* [ACTIVITY] Reproduce all the data verbatim.
*** Opening of GIVEN RECORDS ***
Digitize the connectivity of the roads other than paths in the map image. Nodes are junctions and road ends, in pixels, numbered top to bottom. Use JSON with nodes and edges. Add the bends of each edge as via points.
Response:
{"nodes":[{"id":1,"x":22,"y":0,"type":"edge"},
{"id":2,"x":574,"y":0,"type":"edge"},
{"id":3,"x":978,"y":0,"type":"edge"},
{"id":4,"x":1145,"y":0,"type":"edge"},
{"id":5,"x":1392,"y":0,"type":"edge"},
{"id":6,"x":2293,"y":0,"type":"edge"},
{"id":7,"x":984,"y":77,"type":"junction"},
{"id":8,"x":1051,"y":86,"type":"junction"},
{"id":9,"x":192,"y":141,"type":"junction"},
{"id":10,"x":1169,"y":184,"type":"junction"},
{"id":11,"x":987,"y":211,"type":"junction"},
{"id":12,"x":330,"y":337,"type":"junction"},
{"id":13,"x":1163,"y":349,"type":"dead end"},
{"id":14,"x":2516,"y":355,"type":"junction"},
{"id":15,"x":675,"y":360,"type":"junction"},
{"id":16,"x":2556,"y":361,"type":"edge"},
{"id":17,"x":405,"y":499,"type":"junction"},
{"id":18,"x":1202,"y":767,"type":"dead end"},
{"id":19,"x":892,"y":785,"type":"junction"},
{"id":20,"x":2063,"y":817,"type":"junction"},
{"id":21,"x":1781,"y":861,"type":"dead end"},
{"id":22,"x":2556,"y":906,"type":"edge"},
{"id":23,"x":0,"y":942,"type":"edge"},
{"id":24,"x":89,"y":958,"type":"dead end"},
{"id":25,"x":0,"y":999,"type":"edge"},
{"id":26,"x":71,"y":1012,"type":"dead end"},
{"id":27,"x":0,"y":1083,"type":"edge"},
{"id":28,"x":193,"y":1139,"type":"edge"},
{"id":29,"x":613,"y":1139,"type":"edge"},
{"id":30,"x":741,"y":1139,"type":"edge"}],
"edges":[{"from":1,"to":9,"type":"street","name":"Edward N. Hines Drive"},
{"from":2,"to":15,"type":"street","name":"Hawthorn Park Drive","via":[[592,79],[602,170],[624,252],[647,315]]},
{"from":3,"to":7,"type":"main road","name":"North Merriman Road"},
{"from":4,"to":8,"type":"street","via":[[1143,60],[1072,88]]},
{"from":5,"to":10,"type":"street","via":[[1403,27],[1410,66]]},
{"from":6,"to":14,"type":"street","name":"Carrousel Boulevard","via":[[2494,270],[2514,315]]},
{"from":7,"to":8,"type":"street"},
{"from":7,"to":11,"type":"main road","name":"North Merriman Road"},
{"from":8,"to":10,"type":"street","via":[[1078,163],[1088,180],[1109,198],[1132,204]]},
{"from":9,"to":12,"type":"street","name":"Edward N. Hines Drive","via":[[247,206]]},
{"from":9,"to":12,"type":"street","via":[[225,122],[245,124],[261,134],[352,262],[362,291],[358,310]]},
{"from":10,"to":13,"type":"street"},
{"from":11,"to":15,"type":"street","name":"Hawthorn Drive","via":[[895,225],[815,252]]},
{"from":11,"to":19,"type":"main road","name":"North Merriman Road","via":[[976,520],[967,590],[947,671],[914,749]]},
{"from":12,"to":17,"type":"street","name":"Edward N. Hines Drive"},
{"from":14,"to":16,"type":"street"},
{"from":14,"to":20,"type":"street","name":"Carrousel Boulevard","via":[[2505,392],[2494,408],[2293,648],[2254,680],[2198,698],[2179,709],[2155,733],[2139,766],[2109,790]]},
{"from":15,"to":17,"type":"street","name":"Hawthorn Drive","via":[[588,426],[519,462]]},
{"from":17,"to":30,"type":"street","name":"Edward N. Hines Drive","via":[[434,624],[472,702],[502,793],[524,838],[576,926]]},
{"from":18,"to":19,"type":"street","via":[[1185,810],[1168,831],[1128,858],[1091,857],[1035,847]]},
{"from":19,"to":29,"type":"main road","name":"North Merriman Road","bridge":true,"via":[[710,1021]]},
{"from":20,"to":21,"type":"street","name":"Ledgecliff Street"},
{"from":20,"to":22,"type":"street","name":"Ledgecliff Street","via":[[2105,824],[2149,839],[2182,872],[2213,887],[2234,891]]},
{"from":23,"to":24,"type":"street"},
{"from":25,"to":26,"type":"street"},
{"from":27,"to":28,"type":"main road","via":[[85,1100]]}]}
*** Close of GIVEN RECORDS ***
* [EXERCISE RESPONSE]
Digitize the connectivity of the roads other than paths in the map image. Nodes are junctions and road ends, in pixels, numbered top to bottom. Use JSON with nodes and edges. Add the bends of each edge as via points.
Response:
{"nodes":[{"id":1,"x":22,"y":0,"type":"edge"},
{"id":2,"x":574,"y":0,"type":"edge"},
{"id":3,"x":978,"y":0,"type":"edge"},
{"id":4,"x":1145,"y":0,"type":"edge"},
{"id":5,"x":1392,"y":0,"type":"edge"},
{"id":6,"x":2293,"y":0,"type":"edge"},
{"id":7,"x":984,"y":77,"type":"junction"},
{"id":8,"x":1051,"y":86,"type":"junction"},
{"id":9,"x":192,"y":141,"type":"junction"},
{"id":10,"x":1169,"y":184,"type":"junction"},
{"id":11,"x":987,"y":211,"type":"junction"},
{"id":12,"x":330,"y":337,"type":"junction"},
{"id":13,"x":1163,"y":349,"type":"dead end"},
{"id":14,"x":2516,"y":355,"type":"junction"},
{"id":15,"x":675,"y":360,"type":"junction"},
{"id":16,"x":2556,"y":361,"type":"edge"},
{"id":17,"x":405,"y":499,"type":"junction"},
{"id":18,"x":1202,"y":767,"type":"dead end"},
{"id":19,"x":892,"y":785,"type":"junction"},
{"id":20,"x":2063,"y":817,"type":"junction"},
{"id":21,"x":1781,"y":861,"type":"dead end"},
{"id":22,"x":2556,"y":906,"type":"edge"},
{"id":23,"x":0,"y":942,"type":"edge"},
{"id":24,"x":89,"y":958,"type":"dead end"},
{"id":25,"x":0,"y":999,"type":"edge"},
{"id":26,"x":71,"y":1012,"type":"dead end"},
{"id":27,"x":0,"y":1083,"type":"edge"},
{"id":28,"x":193,"y":1139,"type":"edge"},
{"id":29,"x":613,"y":1139,"type":"edge"},
{"id":30,"x":741,"y":1139,"type":"edge"}],
"edges":[{"from":1,"to":9,"type":"street","name":"Edward N. Hines Drive"},
{"from":2,"to":15,"type":"street","name":"Hawthorn Park Drive","via":[[592,79],[602,170],[624,252],[647,315]]},
{"from":3,"to":7,"type":"main road","name":"North Merriman Road"},
{"from":4,"to":8,"type":"street","via":[[1143,60],[1072,88]]},
{"from":5,"to":10,"type":"street","via":[[1403,27],[1410,66]]},
{"from":6,"to":14,"type":"street","name":"Carrousel Boulevard","via":[[2494,270],[2514,315]]},
{"from":7,"to":8,"type":"street"},
{"from":7,"to":11,"type":"main road","name":"North Merriman Road"},
{"from":8,"to":10,"type":"street","via":[[1078,163],[1088,180],[1109,198],[1132,204]]},
{"from":9,"to":12,"type":"street","name":"Edward N. Hines Drive","via":[[247,206]]},
{"from":9,"to":12,"type":"street","via":[[225,122],[245,124],[261,134],[352,262],[362,291],[358,310]]},
{"from":10,"to":13,"type":"street"},
{"from":11,"to":15,"type":"street","name":"Hawthorn Drive","via":[[895,225],[815,252]]},
{"from":11,"to":19,"type":"main road","name":"North Merriman Road","via":[[976,520],[967,590],[947,671],[914,749]]},
{"from":12,"to":17,"type":"street","name":"Edward N. Hines Drive"},
{"from":14,"to":16,"type":"street"},
{"from":14,"to":20,"type":"street","name":"Carrousel Boulevard","via":[[2505,392],[2494,408],[2293,648],[2254,680],[2198,698],[2179,709],[2155,733],[2139,766],[2109,790]]},
{"from":15,"to":17,"type":"street","name":"Hawthorn Drive","via":[[588,426],[519,462]]},
{"from":17,"to":30,"type":"street","name":"Edward N. Hines Drive","via":[[434,624],[472,702],[502,793],[524,838],[576,926]]},
{"from":18,"to":19,"type":"street","via":[[1185,810],[1168,831],[1128,858],[1091,857],[1035,847]]},
{"from":19,"to":29,"type":"main road","name":"North Merriman Road","bridge":true,"via":[[710,1021]]},
{"from":20,"to":21,"type":"street","name":"Ledgecliff Street"},
{"from":20,"to":22,"type":"street","name":"Ledgecliff Street","via":[[2105,824],[2149,839],[2182,872],[2213,887],[2234,891]]},
{"from":23,"to":24,"type":"street"},
{"from":25,"to":26,"type":"street"},
{"from":27,"to":28,"type":"main road","via":[[85,1100]]}]}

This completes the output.